The first PR should avoid mixing several unrelated optimizations. It should either remain documentation-only or add diagnostics-only code. A separate PR should carry the first runtime memory reduction once the cause is clearer.
Candidate Optimization Directions
These are candidates, not conclusions:
- Bounded tool-output retention: store large output out of the hot path and keep only preview, metadata, and retrieval pointers in live history.
- Non-interactive lazy loading: avoid initializing TUI-only or interactive-only subsystems during non-interactive CLI task execution.
- Session/UI history caps: degrade old or heavy history items into compact transcript entries.
- Context assembly accounting: measure and cap large tool results before model request construction.
- Subagent accounting: expose subagent lifecycle and memory impact in diagnostics.
Claude Code and OpenAI Codex (OpenAI’s CLI coding agent) should be used as design references for diagnostic separation, bounded output retention, and lazy history loading.
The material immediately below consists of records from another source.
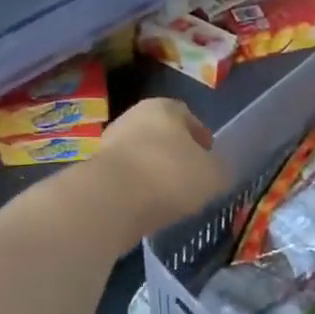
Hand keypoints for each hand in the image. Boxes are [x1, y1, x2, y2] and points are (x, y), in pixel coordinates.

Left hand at [96, 98, 230, 232]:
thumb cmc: (170, 175)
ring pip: (141, 155)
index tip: (209, 158)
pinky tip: (147, 206)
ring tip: (170, 197)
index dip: (200, 137)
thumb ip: (218, 170)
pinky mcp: (96, 170)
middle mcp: (134, 116)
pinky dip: (137, 189)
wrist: (112, 199)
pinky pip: (126, 177)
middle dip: (175, 153)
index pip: (188, 116)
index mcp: (164, 107)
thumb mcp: (213, 175)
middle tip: (190, 177)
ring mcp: (110, 142)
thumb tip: (215, 172)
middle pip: (161, 134)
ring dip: (154, 171)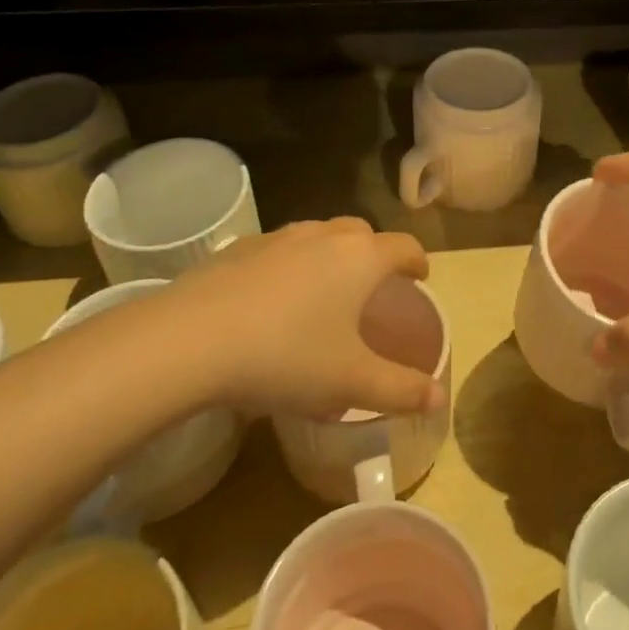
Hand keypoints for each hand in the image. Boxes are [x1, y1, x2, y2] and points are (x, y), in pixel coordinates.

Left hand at [167, 218, 441, 418]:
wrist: (191, 339)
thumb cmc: (286, 356)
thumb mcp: (350, 382)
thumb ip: (400, 390)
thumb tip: (438, 397)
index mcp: (360, 258)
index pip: (404, 246)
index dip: (417, 261)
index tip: (419, 277)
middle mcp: (324, 235)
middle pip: (361, 232)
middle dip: (374, 253)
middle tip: (371, 288)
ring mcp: (278, 237)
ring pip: (318, 235)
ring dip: (330, 255)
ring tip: (322, 292)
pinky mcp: (239, 248)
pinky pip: (278, 249)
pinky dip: (288, 265)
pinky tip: (271, 300)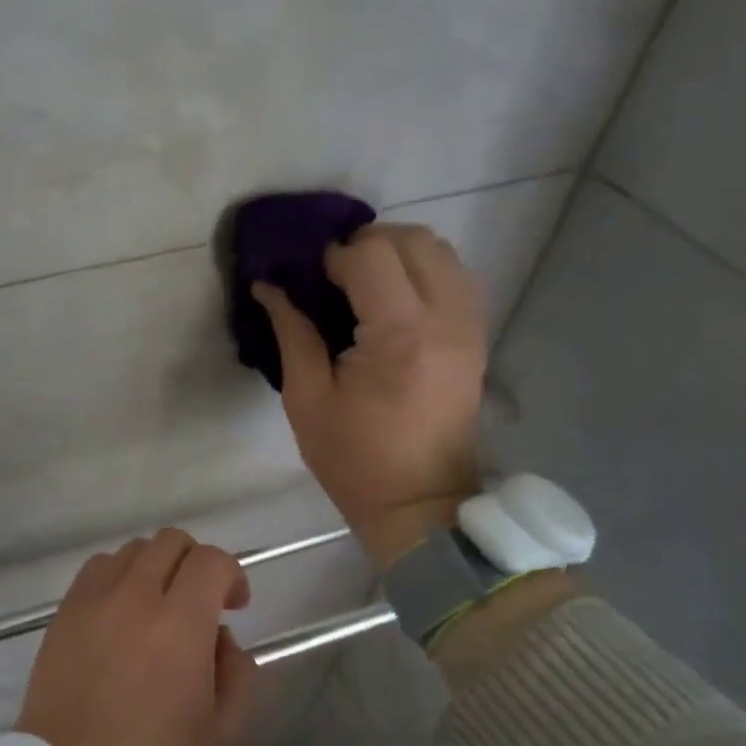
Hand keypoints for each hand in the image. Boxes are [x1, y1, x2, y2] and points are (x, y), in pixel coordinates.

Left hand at [15, 528, 258, 745]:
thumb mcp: (221, 734)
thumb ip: (238, 672)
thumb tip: (220, 635)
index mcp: (179, 625)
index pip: (211, 560)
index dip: (232, 574)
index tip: (234, 605)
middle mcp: (135, 596)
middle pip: (171, 541)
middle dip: (196, 563)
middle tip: (200, 602)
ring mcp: (94, 599)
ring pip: (133, 549)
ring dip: (156, 567)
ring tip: (158, 606)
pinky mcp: (65, 609)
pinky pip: (98, 567)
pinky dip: (119, 575)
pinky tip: (122, 611)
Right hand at [254, 224, 486, 567]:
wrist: (420, 504)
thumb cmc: (355, 460)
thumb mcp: (307, 399)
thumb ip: (292, 332)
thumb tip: (268, 286)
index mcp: (400, 336)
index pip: (371, 256)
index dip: (332, 257)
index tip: (308, 280)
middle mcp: (446, 318)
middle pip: (413, 240)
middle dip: (367, 245)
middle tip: (332, 276)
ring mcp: (470, 326)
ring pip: (441, 251)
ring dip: (397, 254)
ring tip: (361, 285)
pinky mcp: (477, 336)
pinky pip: (455, 276)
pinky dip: (422, 272)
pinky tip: (392, 300)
The implementation should still follow Qwen Code’s own architecture and tests.
Validation Plan
The investigation should keep the same benchmark matrix so before/after results remain comparable:
- small PR review
- code navigation
- synthetic diff about 100 KiB
- synthetic diff about 1 MiB
- synthetic diff about 5 MiB
For each run, record:
- process-tree RSS peak
- root process RSS peak
- V8 heap peak
- heap-space summary
- duration
- turns
- token count
- tool call count
- largest retained tool result
- total retained tool-result size
- session/history item counts
- subagent count
The minimum success condition for a candidate fix is not just “RSS went down”. It should also identify which internal metric changed and why.
Next PR Candidate
The next PR should be diagnostics-only and should avoid changing runtime behavior. A minimal useful slice would add:
- model request input-size accounting;
- system prompt and tool schema size accounting;
- retained message count and approximate retained character size;
- retained tool-result count, total size, and largest item size;
- lifecycle samples around startup, first request assembly, tool execution, streaming completion, compression, and final response;
- process memory samples that include RSS, heap used, heap total, external, and heap-space stats.
After that lands locally, rerun the same Qwen model matrix and compare:
- published Qwen Code;
- current
main; - diagnostics-only branch;
- candidate optimization branch.
Non-Goals
This draft does not claim that:
- all memory pressure is caused by tool output;
- one existing open PR will solve the observed task-time footprint;
- model provider differences are irrelevant in every environment;
- single-run local measurements are sufficient for release-level performance claims.
The intended claim is narrower: Qwen Code shows a consistent local RSS gap in the tested workloads, and the project needs internal diagnostics to explain and reduce that gap.